Im deutschen Wohnungsbau werden angesichts gestiegener Material- und Zinskosten immer mehr Projekte abgeblasen. Im März klagten 16 Prozent der Unternehmen über Auftragsstornierungen, wie das Münchner Ifo-Institut am Donnerstag zu seiner monatlichen Umfrage mitteilte. Im Februar hatte der Anteil noch bei 14,3 Prozent gelegen, im Jänner bei 13,6 Prozent.

"Die Situation im Wohnungsbau spitzt sich weiter zu", sagte Ifo-Forscher Felix Leiss. "Infolge der rasant gestiegenen Baukosten und der höheren Finanzierungszinsen rentieren sich viele Wohnungsbauprojekte nicht mehr, werden verschoben oder ganz gestrichen. Das Neugeschäft bricht förmlich ein." Die Zukunftssorgen in der Branche seien groß.
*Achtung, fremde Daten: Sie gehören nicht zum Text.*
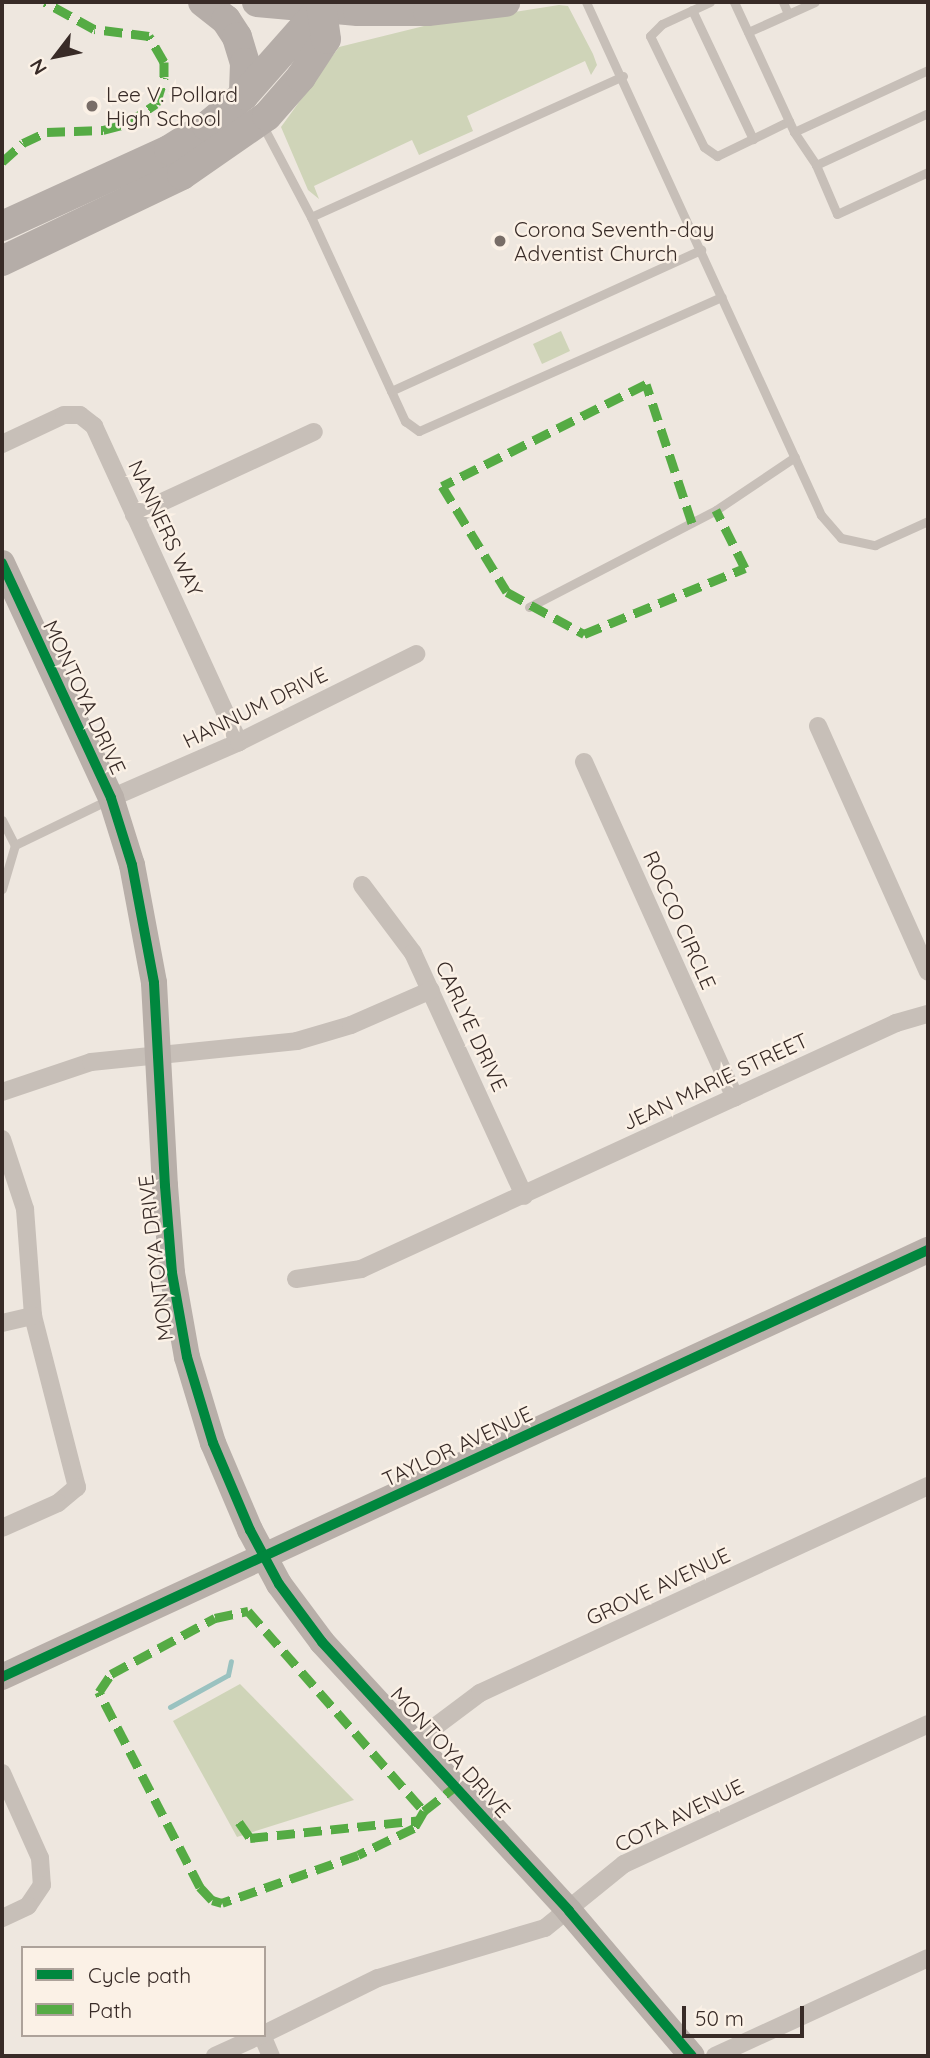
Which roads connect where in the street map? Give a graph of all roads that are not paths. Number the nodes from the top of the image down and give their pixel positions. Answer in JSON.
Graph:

Das Barometer für die Geschäftserwartungen der Unternehmen notiert aktuell bei minus 56 Punkten. Dies sei zwar eine Verbesserung im Vergleich zum Februar, in dem außerordentlich schwache minus 64,5 Punkte ermittelt worden waren. Es würden aber immer noch auf breiter Basis Geschäftseinbußen befürchtet. "Noch verfügen viele Unternehmen über gut gefüllte Auftragsbücher, was den Effekt auf die Bautätigkeit derzeit noch abmildert", sagte Leiss. "Der Auftragsvorrat wird die wachsende Lücke bei den Neuaufträgen aber nicht ewig füllen können. Die Krise scheint für viele Betriebe unausweichlich."

Aktuell melden bereits 25,5 Prozent der Unternehmen einen Auftragsmangel, nach 23,4 Prozent im Februar. Zum Vergleich: Vor einem Jahr, im März 2022, betrug der Anteil nur 8,6 Prozent.
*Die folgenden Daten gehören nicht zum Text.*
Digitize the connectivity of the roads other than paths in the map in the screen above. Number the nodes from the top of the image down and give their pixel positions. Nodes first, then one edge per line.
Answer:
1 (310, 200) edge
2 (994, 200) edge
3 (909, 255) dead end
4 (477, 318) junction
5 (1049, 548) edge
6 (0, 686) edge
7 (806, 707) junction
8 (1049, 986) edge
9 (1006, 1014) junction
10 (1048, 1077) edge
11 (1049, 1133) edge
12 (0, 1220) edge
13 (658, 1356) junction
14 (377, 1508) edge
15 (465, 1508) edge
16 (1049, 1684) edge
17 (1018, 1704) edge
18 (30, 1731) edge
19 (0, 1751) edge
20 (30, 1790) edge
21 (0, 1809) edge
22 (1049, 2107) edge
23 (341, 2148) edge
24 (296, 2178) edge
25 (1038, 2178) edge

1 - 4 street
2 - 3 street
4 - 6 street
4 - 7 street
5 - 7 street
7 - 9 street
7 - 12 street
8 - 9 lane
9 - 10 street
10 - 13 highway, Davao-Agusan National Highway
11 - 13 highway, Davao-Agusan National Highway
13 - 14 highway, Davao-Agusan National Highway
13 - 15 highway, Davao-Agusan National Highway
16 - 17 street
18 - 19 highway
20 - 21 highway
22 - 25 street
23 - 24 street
Die Zahl der Baugenehmigungen sank im Februar wegen gestiegener Zins- und Materialkosten bereits den zehnten Monat in Folge. Nur noch 22.300 Wohnungen wurden genehmigt und damit 20,6 Prozent oder 5.800 weniger als ein Jahr zuvor, wie das Statistische Bundesamt ermittelte. Die Zahl sinkt damit seit Mai 2022 kontinuierlich, seit Oktober 2022 liegt das Minus bei jeweils mehr als zehn Prozent. In diesem Jahr dürften nach Branchenschätzungen bestenfalls 250.000 Wohnungen fertiggestellt werden. Bundesbauministerin Klara Geywitz (SPD) hat bereits eingeräumt, dass das Neubauziel der Ampel-Koalition von 400.000 Wohnungen jährlich auch 2023 verfehlt werde.
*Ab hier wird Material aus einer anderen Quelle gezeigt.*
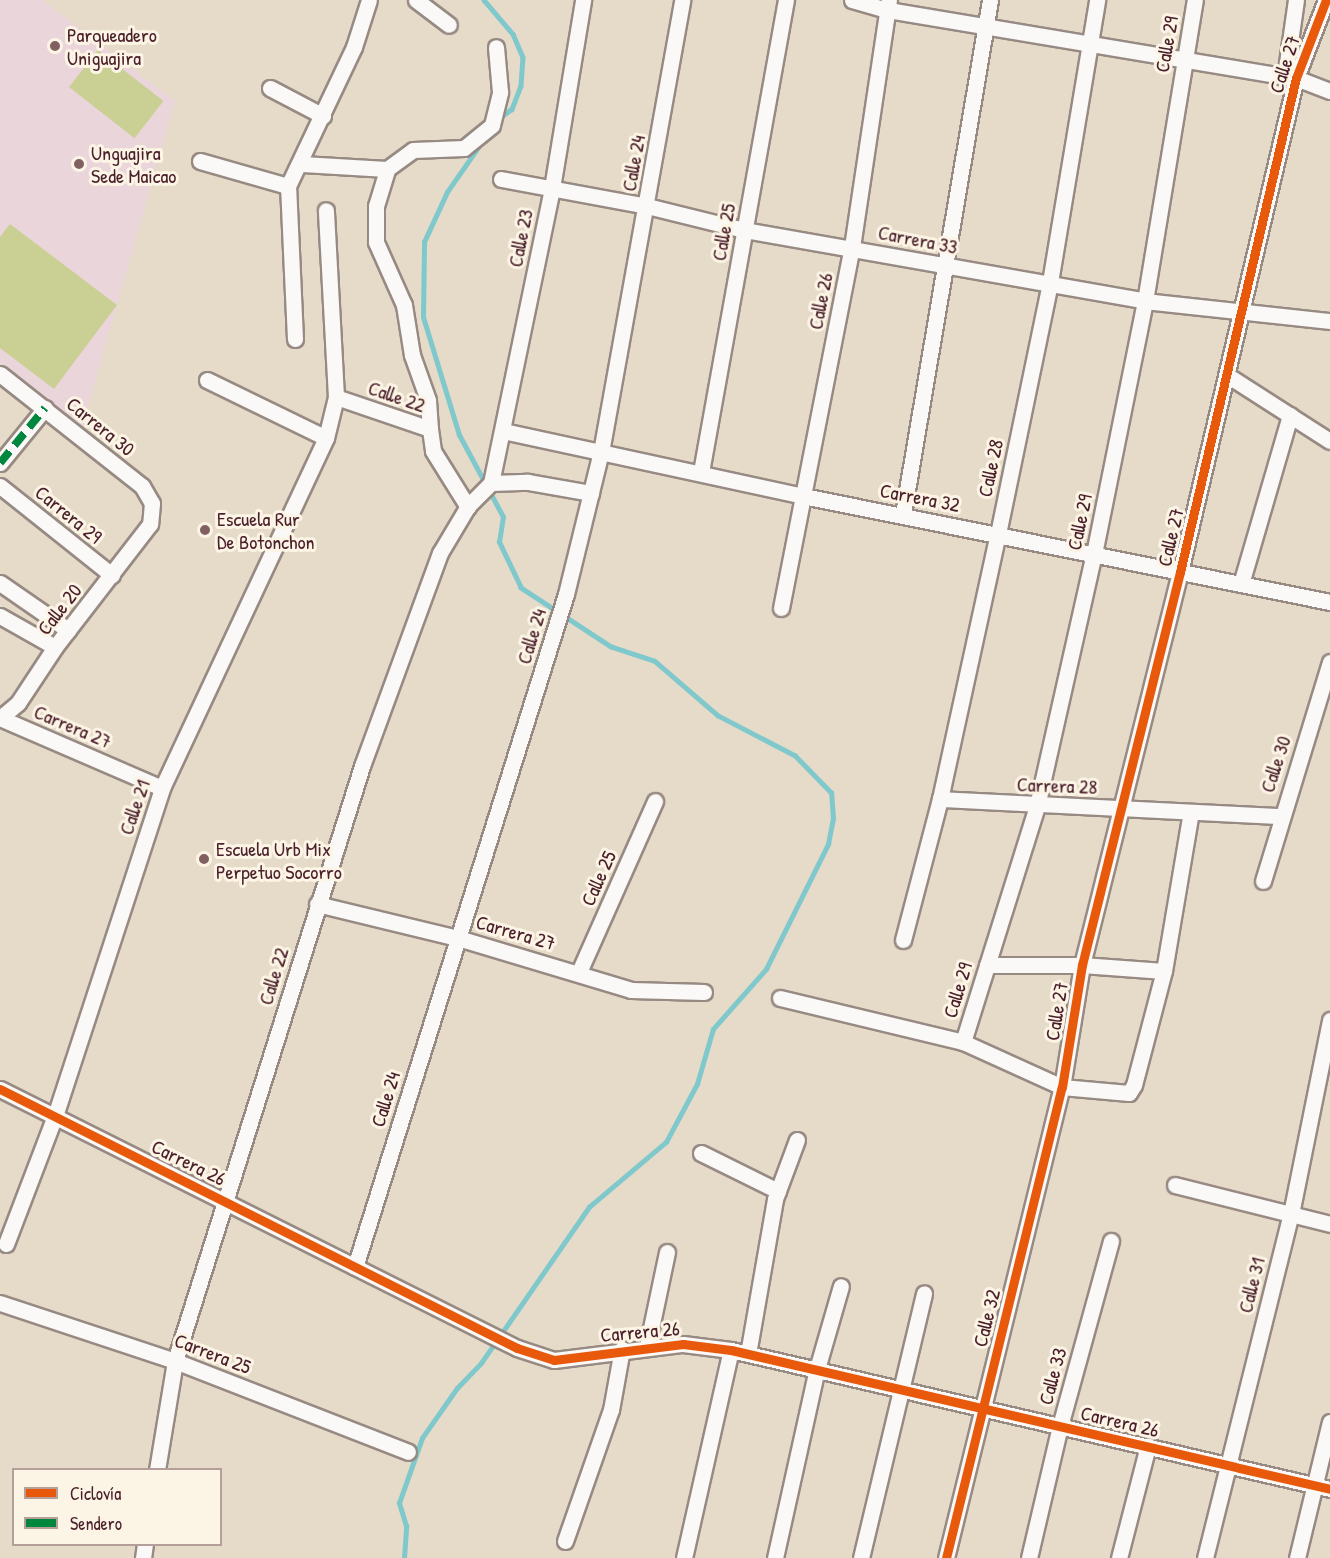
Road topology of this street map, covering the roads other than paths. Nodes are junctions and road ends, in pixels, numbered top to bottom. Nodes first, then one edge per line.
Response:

Das Kieler Bauforschungsinstitut Arge attestiert unterdessen Deutschland massive Probleme im Wohnungsbau. Der Sektor stehe vor einem "Kipppunkt", sagte Arge-Leiter Dietmar Walberg laut AFP am Donnerstag in Berlin. Zum einen sei der Wohnungsbedarf "extrem hoch", wegen der sinkenden Kaufkraft lasse jedoch die Baunachfrage nach. Die Branche kämpfe mit den hohen Zinsen und den stark gestiegenen Baupreisen.

"Diese brisante Mischung hat es in Deutschland tatsächlich nie gegeben, und deswegen stehen wir jetzt vor einem Problem", sagte Walberg, der die Studie beim Wohnungsbau-Tag in Berlin vorstellte. Bezahlbarer Wohnraum könne derzeit ohne massive Subventionen nicht entstehen. Wer profitabel Mietwohnungen bauen will, müsse 20 Euro oder mehr pro Quadratmeter an Kaltmiete verlangen, sagte Walberg.

Besonders mit Blick in die Zukunft komme der Fachkräftemangel als große Schwierigkeit für Unternehmen hinzu, führte Walberg weiter aus. Rein theoretisch sei Deutschland der Arge-Studie zufolge derzeit in der Lage, 400.000 Wohnungen pro Jahr zu bauen und so das politisch gesetzte und bisher stets verfehlte Ziel zu erreichen. "Aber ob wir das noch künftig sein werden, das steht genau in Frage."

Nach Analyse des Finanzierungsvermittlers Interhyp sind die Immobilienpreise in Deutschland im ersten Quartal leicht gesunken. Der bundesweite Durchschnittspreis für eine finanzierte Immobilie inklusive Nebenkosten lag demnach in den ersten drei Monaten dieses Jahres bei rund 464.000 Euro, wie das Münchner Unternehmen am Donnerstag mitteilte. Im vierten Quartal 2022 waren es 472.000 Euro. (apa)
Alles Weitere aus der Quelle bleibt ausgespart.